====== Exercise data ======

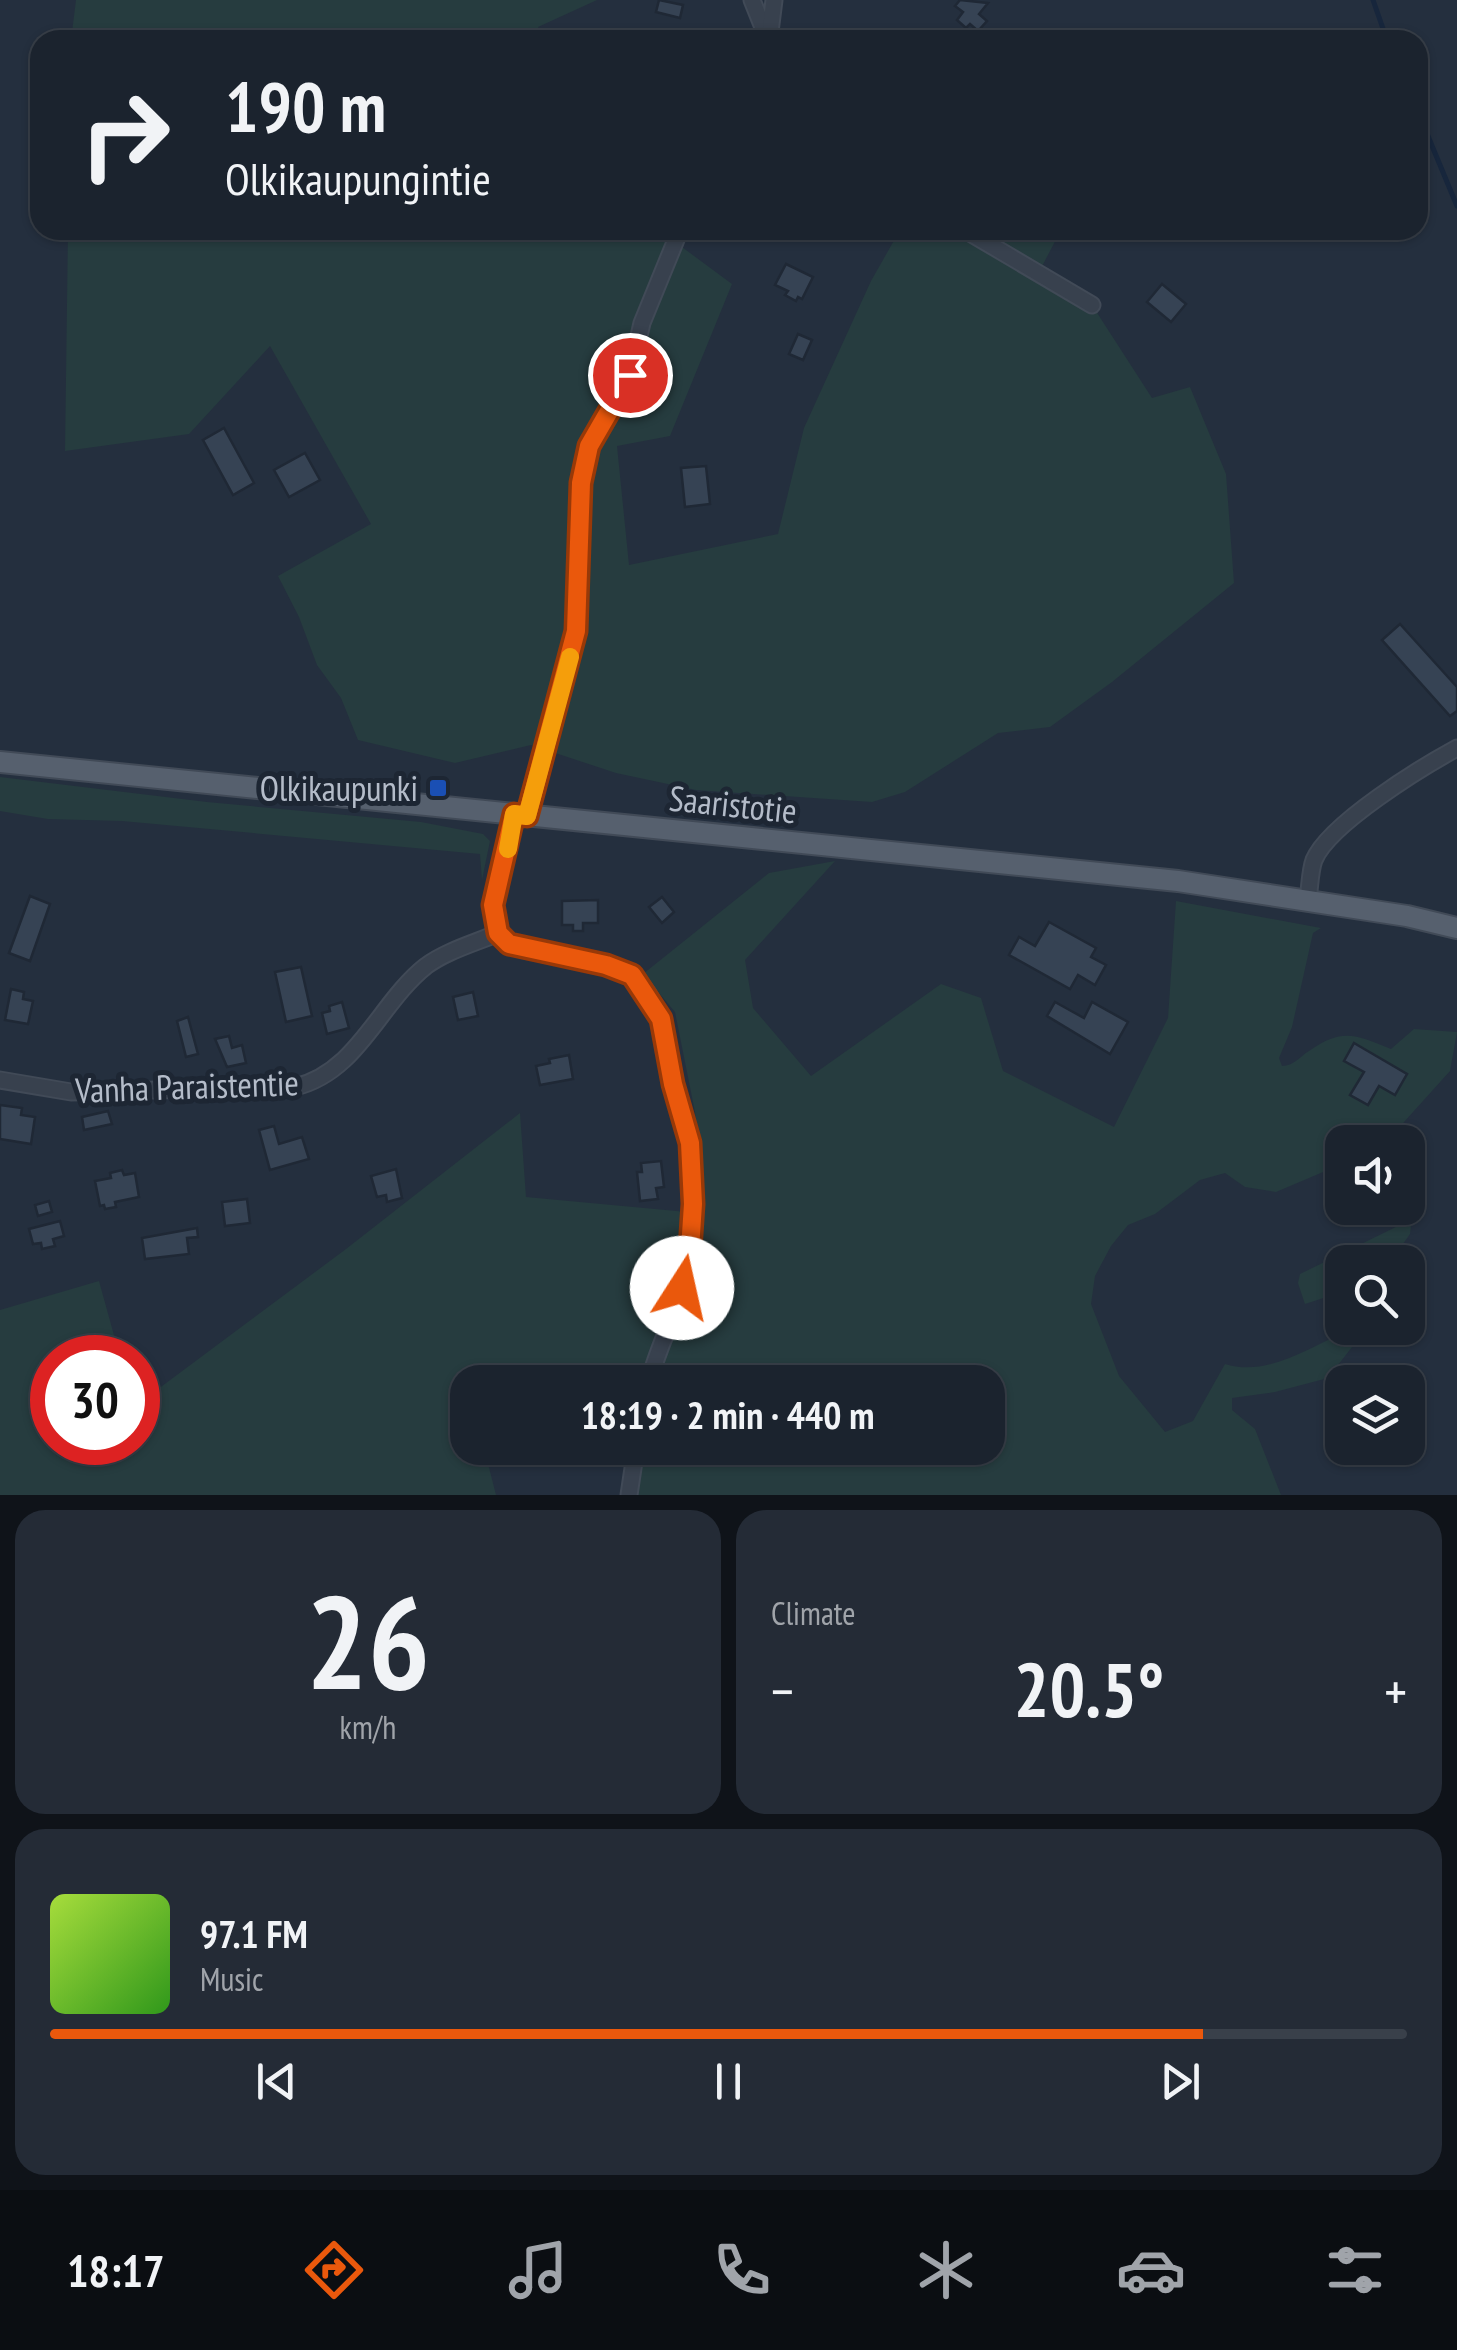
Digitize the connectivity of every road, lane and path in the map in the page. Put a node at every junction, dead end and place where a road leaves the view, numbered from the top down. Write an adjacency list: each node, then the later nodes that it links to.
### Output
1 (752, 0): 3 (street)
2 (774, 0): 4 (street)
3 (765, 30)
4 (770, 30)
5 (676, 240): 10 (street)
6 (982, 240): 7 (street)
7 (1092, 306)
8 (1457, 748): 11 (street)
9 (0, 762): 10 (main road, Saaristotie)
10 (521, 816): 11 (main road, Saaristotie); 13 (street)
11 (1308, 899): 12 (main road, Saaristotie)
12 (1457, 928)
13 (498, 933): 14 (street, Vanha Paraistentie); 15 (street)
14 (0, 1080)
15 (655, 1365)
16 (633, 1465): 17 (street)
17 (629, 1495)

======
====== Exercise data ======

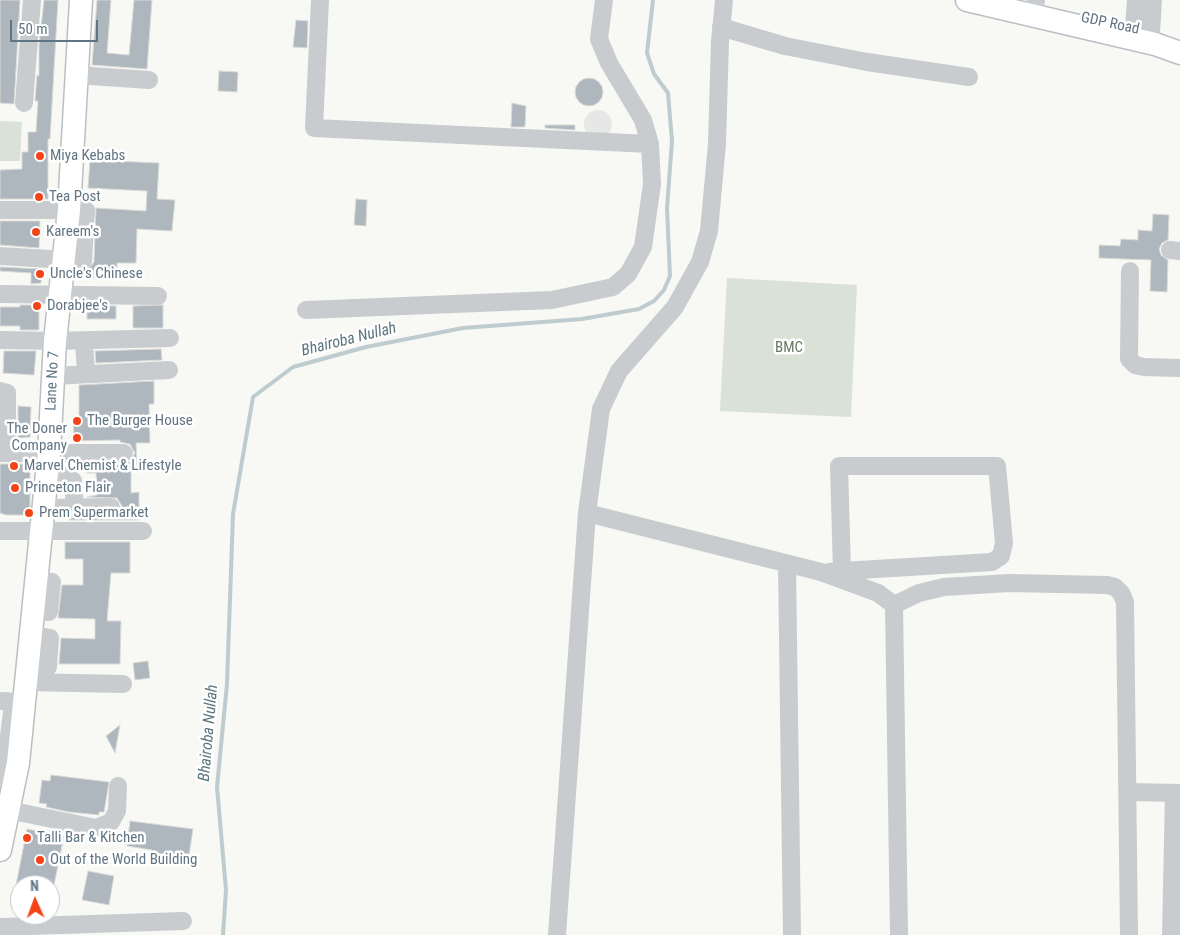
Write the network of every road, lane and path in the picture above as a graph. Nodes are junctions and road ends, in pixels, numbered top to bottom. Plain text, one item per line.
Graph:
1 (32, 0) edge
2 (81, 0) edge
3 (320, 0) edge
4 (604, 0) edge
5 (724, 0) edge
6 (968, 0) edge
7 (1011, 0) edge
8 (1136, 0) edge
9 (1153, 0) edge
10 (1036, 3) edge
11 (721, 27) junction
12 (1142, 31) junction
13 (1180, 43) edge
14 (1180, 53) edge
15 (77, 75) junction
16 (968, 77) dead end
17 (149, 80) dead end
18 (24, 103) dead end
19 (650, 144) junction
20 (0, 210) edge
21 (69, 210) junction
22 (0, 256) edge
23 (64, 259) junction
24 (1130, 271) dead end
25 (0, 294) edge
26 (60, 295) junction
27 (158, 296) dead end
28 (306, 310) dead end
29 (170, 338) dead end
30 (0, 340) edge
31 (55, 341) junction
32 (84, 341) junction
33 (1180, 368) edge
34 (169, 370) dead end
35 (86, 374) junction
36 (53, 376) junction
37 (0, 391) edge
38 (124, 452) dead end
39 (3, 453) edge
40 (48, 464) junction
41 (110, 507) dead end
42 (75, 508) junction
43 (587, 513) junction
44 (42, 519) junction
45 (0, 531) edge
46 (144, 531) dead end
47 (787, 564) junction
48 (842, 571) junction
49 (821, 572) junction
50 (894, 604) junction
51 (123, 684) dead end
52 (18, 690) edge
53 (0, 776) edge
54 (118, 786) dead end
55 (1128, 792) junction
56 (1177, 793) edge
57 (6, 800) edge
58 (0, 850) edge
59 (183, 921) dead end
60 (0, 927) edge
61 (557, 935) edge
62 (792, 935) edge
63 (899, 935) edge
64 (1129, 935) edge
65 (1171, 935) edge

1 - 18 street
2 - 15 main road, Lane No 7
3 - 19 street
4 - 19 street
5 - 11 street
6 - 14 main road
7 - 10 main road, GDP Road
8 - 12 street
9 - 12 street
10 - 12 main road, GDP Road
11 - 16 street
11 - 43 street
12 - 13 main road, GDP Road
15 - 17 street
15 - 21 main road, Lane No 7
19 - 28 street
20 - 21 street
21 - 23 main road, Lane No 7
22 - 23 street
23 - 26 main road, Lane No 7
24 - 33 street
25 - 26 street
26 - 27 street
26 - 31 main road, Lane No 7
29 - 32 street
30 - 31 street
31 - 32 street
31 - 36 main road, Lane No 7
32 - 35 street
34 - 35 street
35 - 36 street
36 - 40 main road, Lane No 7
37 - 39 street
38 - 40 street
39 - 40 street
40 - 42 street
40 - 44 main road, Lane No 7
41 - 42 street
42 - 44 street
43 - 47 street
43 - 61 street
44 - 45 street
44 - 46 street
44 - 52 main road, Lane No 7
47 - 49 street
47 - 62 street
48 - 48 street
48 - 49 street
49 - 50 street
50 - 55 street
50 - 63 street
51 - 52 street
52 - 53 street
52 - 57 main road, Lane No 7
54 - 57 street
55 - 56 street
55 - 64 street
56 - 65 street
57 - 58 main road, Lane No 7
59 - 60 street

======

• Task prompt:
Filter the entries above and copy only the lines that hold "Write".

• Solution:
Digitize the connectivity of every road, lane and path in the map in the page. Put a node at every junction, dead end and place where a road leaves the view, numbered from the top down. Write an adjacency list: each node, then the later nodes that it links to.
Write the network of every road, lane and path in the picture above as a graph. Nodes are junctions and road ends, in pixels, numbered top to bottom. Plain text, one item per line.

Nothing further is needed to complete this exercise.